I am VERY concerned with what my toddler consumes. We don’t have cable and I try to watch every video, show and/or movie he watched before he does. Same goes for books. My partner and my partner’s family think that I’m a bit kooky. Lol
Well, I found out that what I’m doing is exactly right and it’s working! One of the approved videos is a Disney short on John Henry (it’s also on Netflix). This version is problematic (for example, there are two white people that could be seen as “bad” and both are shown in a way that doesn’t allow you to see the color of their skin clearly while the “good” white people populate the short) but has passed by toddler test. Lol
For those of you that don’t know, the legend of John Henry, this version is told by John’s wife to her son. She mentions she and John being enslaved, the emancipation proclamation, setting out to find a place to live, and them finding a railroad that’s offering land to anyone that will work until the line is finished. John Henry is a strong man that’s worked with a hammer his whole life. When the new steam machine shows up, he challenges the machine to a contest. John wins the contest, with encouragement from his wife, but does from the physical exertion. The wife is telling the story to the son from the porch of the house they live in on the land that John got for them. It’s a sad ending but here are the good points of the story:
- It’s a child-friendly way to explain that many Black people in the US were enslaved.
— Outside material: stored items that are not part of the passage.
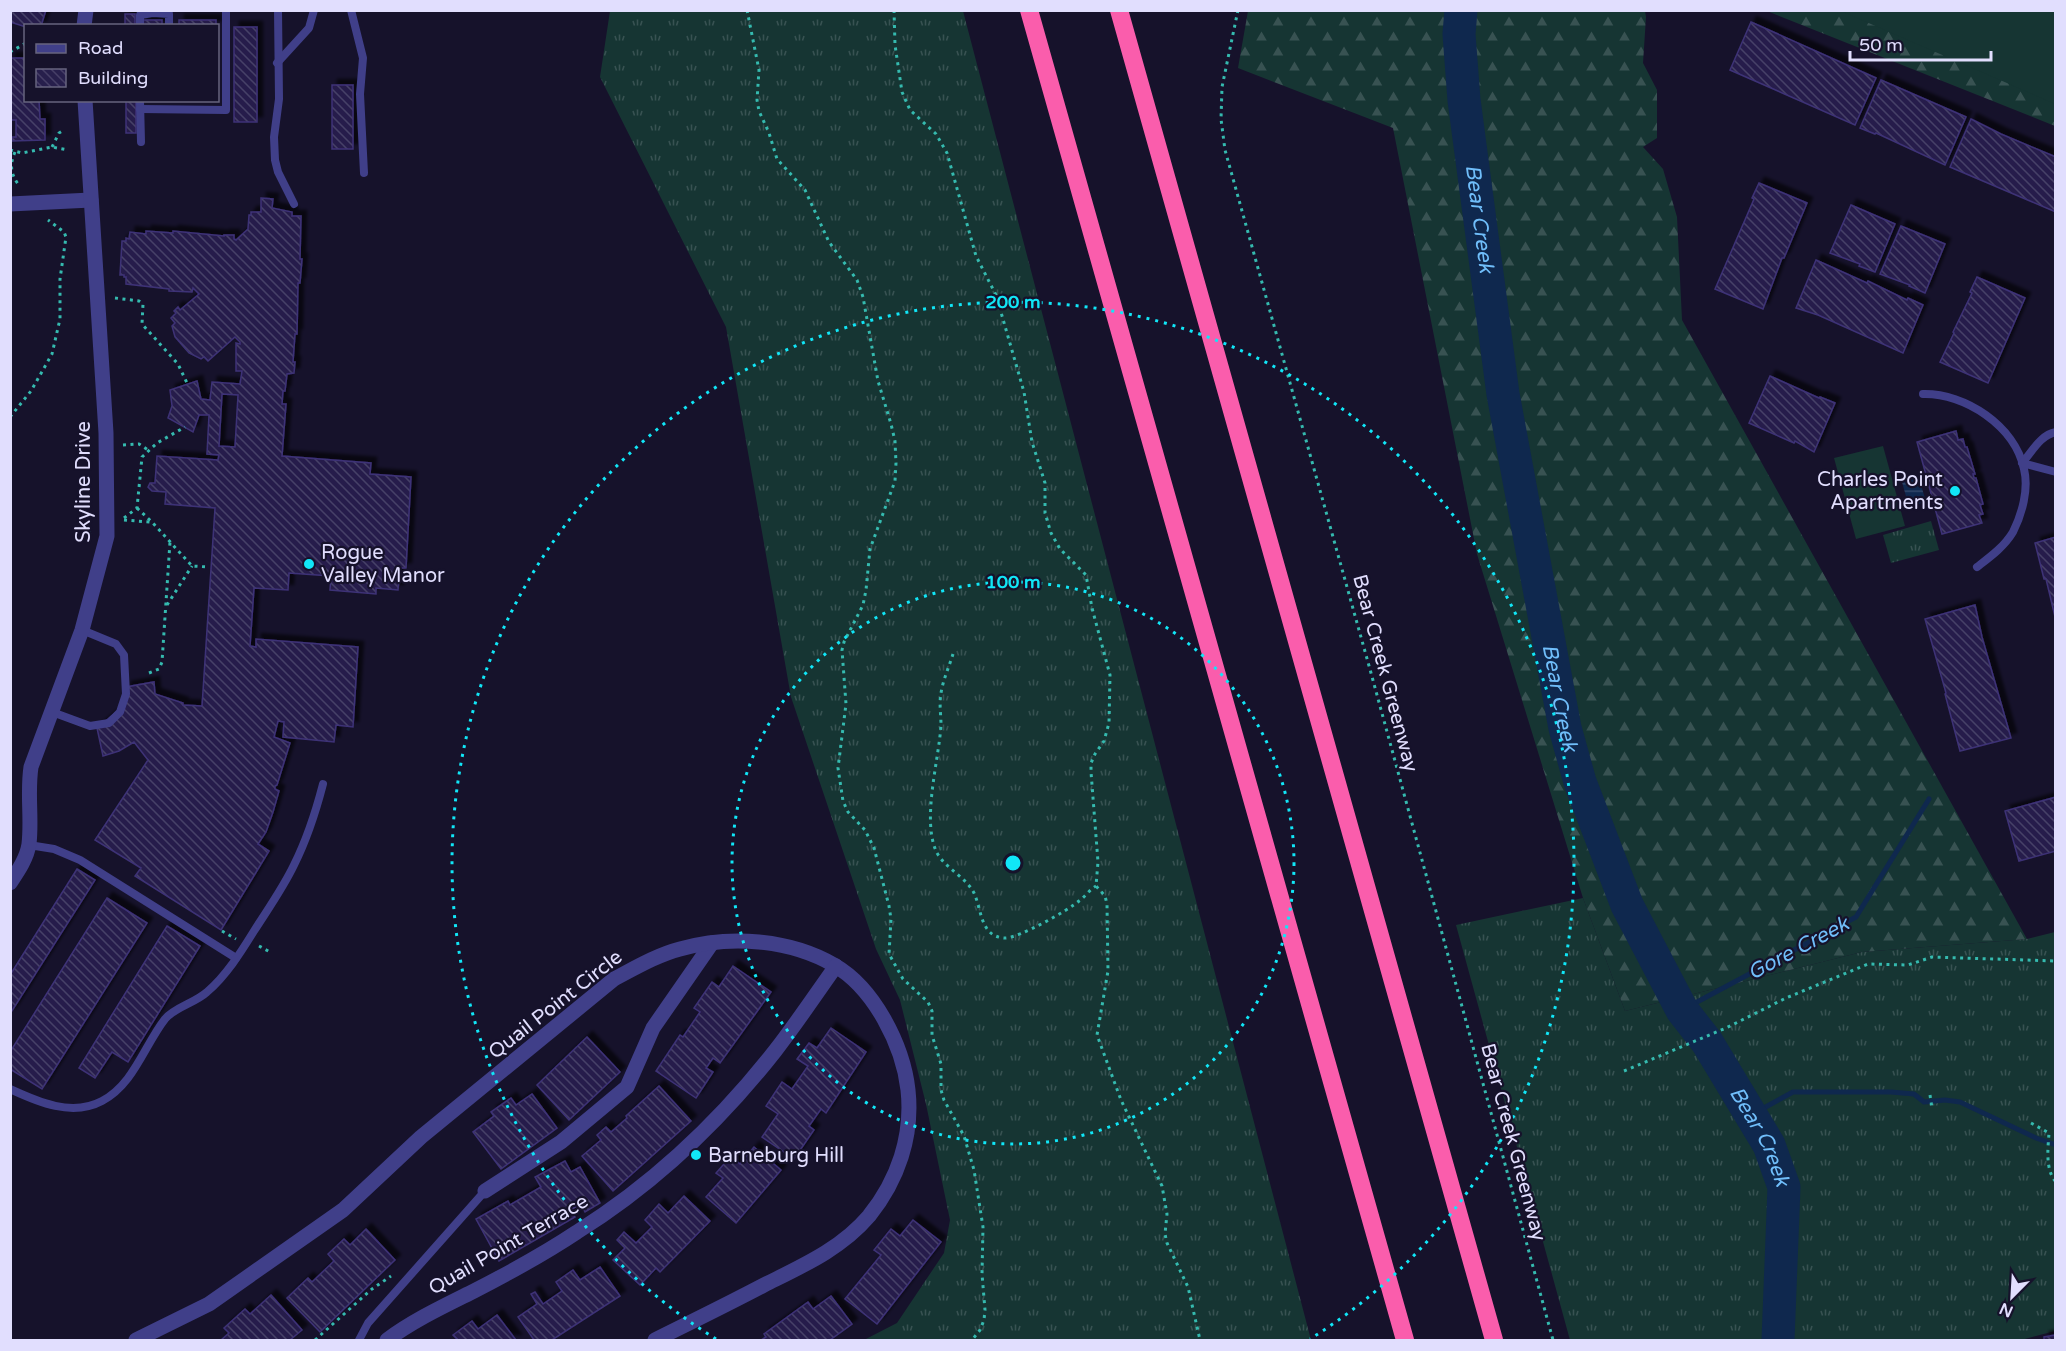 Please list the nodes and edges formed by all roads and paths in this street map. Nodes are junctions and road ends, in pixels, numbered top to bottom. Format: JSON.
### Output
{"nodes":[{"id":1,"x":226,"y":10,"type":"edge"},
{"id":2,"x":314,"y":10,"type":"edge"},
{"id":3,"x":351,"y":10,"type":"edge"},
{"id":4,"x":747,"y":10,"type":"edge"},
{"id":5,"x":894,"y":10,"type":"edge"},
{"id":6,"x":1029,"y":10,"type":"edge"},
{"id":7,"x":1119,"y":10,"type":"edge"},
{"id":8,"x":1238,"y":10,"type":"edge"},
{"id":9,"x":277,"y":11,"type":"edge"},
{"id":10,"x":140,"y":24,"type":"edge"},
{"id":11,"x":169,"y":24,"type":"edge"},
{"id":12,"x":24,"y":44,"type":"edge"},
{"id":13,"x":10,"y":52,"type":"edge"},
{"id":14,"x":277,"y":63,"type":"junction"},
{"id":15,"x":85,"y":102,"type":"edge"},
{"id":16,"x":140,"y":105,"type":"edge"},
{"id":17,"x":170,"y":105,"type":"edge"},
{"id":18,"x":64,"y":130,"type":"dead end"},
{"id":19,"x":141,"y":142,"type":"dead end"},
{"id":20,"x":52,"y":147,"type":"junction"},
{"id":21,"x":10,"y":150,"type":"edge"},
{"id":22,"x":68,"y":150,"type":"dead end"},
{"id":23,"x":16,"y":151,"type":"junction"},
{"id":24,"x":364,"y":173,"type":"dead end"},
{"id":25,"x":18,"y":184,"type":"dead end"},
{"id":26,"x":91,"y":200,"type":"junction"},
{"id":27,"x":10,"y":204,"type":"edge"},
{"id":28,"x":294,"y":204,"type":"dead end"},
{"id":29,"x":39,"y":221,"type":"dead end"},
{"id":30,"x":113,"y":298,"type":"dead end"},
{"id":31,"x":188,"y":385,"type":"dead end"},
{"id":32,"x":1923,"y":394,"type":"dead end"},
{"id":33,"x":10,"y":417,"type":"edge"},
{"id":34,"x":185,"y":427,"type":"dead end"},
{"id":35,"x":2055,"y":432,"type":"edge"},
{"id":36,"x":123,"y":445,"type":"dead end"},
{"id":37,"x":148,"y":450,"type":"junction"},
{"id":38,"x":2022,"y":463,"type":"junction"},
{"id":39,"x":2055,"y":472,"type":"edge"},
{"id":40,"x":137,"y":508,"type":"junction"},
{"id":41,"x":152,"y":522,"type":"junction"},
{"id":42,"x":94,"y":533,"type":"dead end"},
{"id":43,"x":75,"y":537,"type":"dead end"},
{"id":44,"x":170,"y":542,"type":"junction"},
{"id":45,"x":192,"y":566,"type":"junction"},
{"id":46,"x":208,"y":567,"type":"dead end"},
{"id":47,"x":1977,"y":567,"type":"dead end"},
{"id":48,"x":166,"y":608,"type":"junction"},
{"id":49,"x":82,"y":630,"type":"junction"},
{"id":50,"x":953,"y":654,"type":"dead end"},
{"id":51,"x":149,"y":673,"type":"dead end"},
{"id":52,"x":52,"y":711,"type":"junction"},
{"id":53,"x":323,"y":784,"type":"dead end"},
{"id":54,"x":29,"y":845,"type":"junction"},
{"id":55,"x":10,"y":883,"type":"edge"},
{"id":56,"x":1096,"y":886,"type":"junction"},
{"id":57,"x":712,"y":943,"type":"junction"},
{"id":58,"x":236,"y":958,"type":"junction"},
{"id":59,"x":2055,"y":961,"type":"edge"},
{"id":60,"x":836,"y":966,"type":"junction"},
{"id":61,"x":1624,"y":1071,"type":"dead end"},
{"id":62,"x":10,"y":1089,"type":"edge"},
{"id":63,"x":1930,"y":1095,"type":"dead end"},
{"id":64,"x":1932,"y":1108,"type":"dead end"},
{"id":65,"x":2031,"y":1123,"type":"dead end"},
{"id":66,"x":2055,"y":1182,"type":"edge"},
{"id":67,"x":485,"y":1191,"type":"joint"},
{"id":68,"x":416,"y":1268,"type":"junction"},
{"id":69,"x":136,"y":1341,"type":"edge"},
{"id":70,"x":315,"y":1341,"type":"edge"},
{"id":71,"x":358,"y":1341,"type":"edge"},
{"id":72,"x":387,"y":1341,"type":"edge"},
{"id":73,"x":655,"y":1341,"type":"edge"},
{"id":74,"x":972,"y":1341,"type":"edge"},
{"id":75,"x":1200,"y":1341,"type":"edge"},
{"id":76,"x":1405,"y":1341,"type":"edge"},
{"id":77,"x":1494,"y":1341,"type":"edge"},
{"id":78,"x":1553,"y":1341,"type":"edge"}],
"edges":[{"from":1,"to":17,"type":"lane"},
{"from":2,"to":14,"type":"lane"},
{"from":3,"to":24,"type":"lane"},
{"from":4,"to":74,"type":"path"},
{"from":5,"to":56,"type":"path"},
{"from":6,"to":76,"type":"highway"},
{"from":7,"to":77,"type":"highway"},
{"from":8,"to":78,"type":"path","name":"Bear Creek Greenway"},
{"from":9,"to":14,"type":"lane"},
{"from":10,"to":11,"type":"lane"},
{"from":12,"to":13,"type":"path"},
{"from":14,"to":28,"type":"lane"},
{"from":15,"to":26,"type":"street","name":"Skyline Drive"},
{"from":16,"to":17,"type":"lane"},
{"from":16,"to":19,"type":"lane"},
{"from":18,"to":20,"type":"path"},
{"from":20,"to":22,"type":"path"},
{"from":20,"to":23,"type":"path"},
{"from":21,"to":23,"type":"path"},
{"from":23,"to":25,"type":"path"},
{"from":26,"to":27,"type":"street"},
{"from":26,"to":49,"type":"street","name":"Skyline Drive"},
{"from":29,"to":33,"type":"path"},
{"from":30,"to":31,"type":"path"},
{"from":32,"to":38,"type":"lane"},
{"from":34,"to":37,"type":"path"},
{"from":35,"to":38,"type":"lane"},
{"from":36,"to":37,"type":"path"},
{"from":37,"to":40,"type":"path"},
{"from":38,"to":39,"type":"lane"},
{"from":38,"to":47,"type":"lane"},
{"from":40,"to":41,"type":"path"},
{"from":40,"to":41,"type":"path"},
{"from":41,"to":44,"type":"path"},
{"from":42,"to":43,"type":"path"},
{"from":44,"to":45,"type":"path"},
{"from":44,"to":48,"type":"path"},
{"from":45,"to":46,"type":"path"},
{"from":45,"to":48,"type":"path"},
{"from":48,"to":51,"type":"path"},
{"from":49,"to":52,"type":"street","name":"Skyline Drive"},
{"from":49,"to":52,"type":"lane"},
{"from":50,"to":56,"type":"path"},
{"from":52,"to":54,"type":"street","name":"Skyline Drive"},
{"from":53,"to":58,"type":"lane"},
{"from":54,"to":55,"type":"street","name":"Skyline Drive"},
{"from":54,"to":58,"type":"lane"},
{"from":56,"to":75,"type":"path"},
{"from":57,"to":60,"type":"street","name":"Quail Point Circle"},
{"from":57,"to":67,"type":"street"},
{"from":57,"to":69,"type":"street","name":"Quail Point Circle"},
{"from":58,"to":62,"type":"lane"},
{"from":59,"to":61,"type":"path"},
{"from":60,"to":72,"type":"street","name":"Quail Point Terrace"},
{"from":60,"to":73,"type":"street","name":"Quail Point Circle"},
{"from":63,"to":64,"type":"path"},
{"from":65,"to":66,"type":"path"},
{"from":67,"to":68,"type":"lane"},
{"from":68,"to":70,"type":"path"},
{"from":68,"to":71,"type":"lane"}]}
- It introduces the concept of the emancipation proclimation.
- It shows a Black couple that love and support each other.
- It shows a Black man in a position of leadership.
- It shows a loving mama and her cute little son.
I wish that John didn’t die but the positive themes are enough to want him to see it … and see it, he does. He watched that video at least two or three times a day. He knows the song and celebrates (while holding his own hammer) when John wins the race.
Toddlers copy what they see. I’m so happy that he’s copying a wonderful example of a Black man that loves his Black wife. He works hard, but laughs. He’s strong, but gentle. You can say what you want about me being overbearing (and I might agree) but it’s working. It’s really working.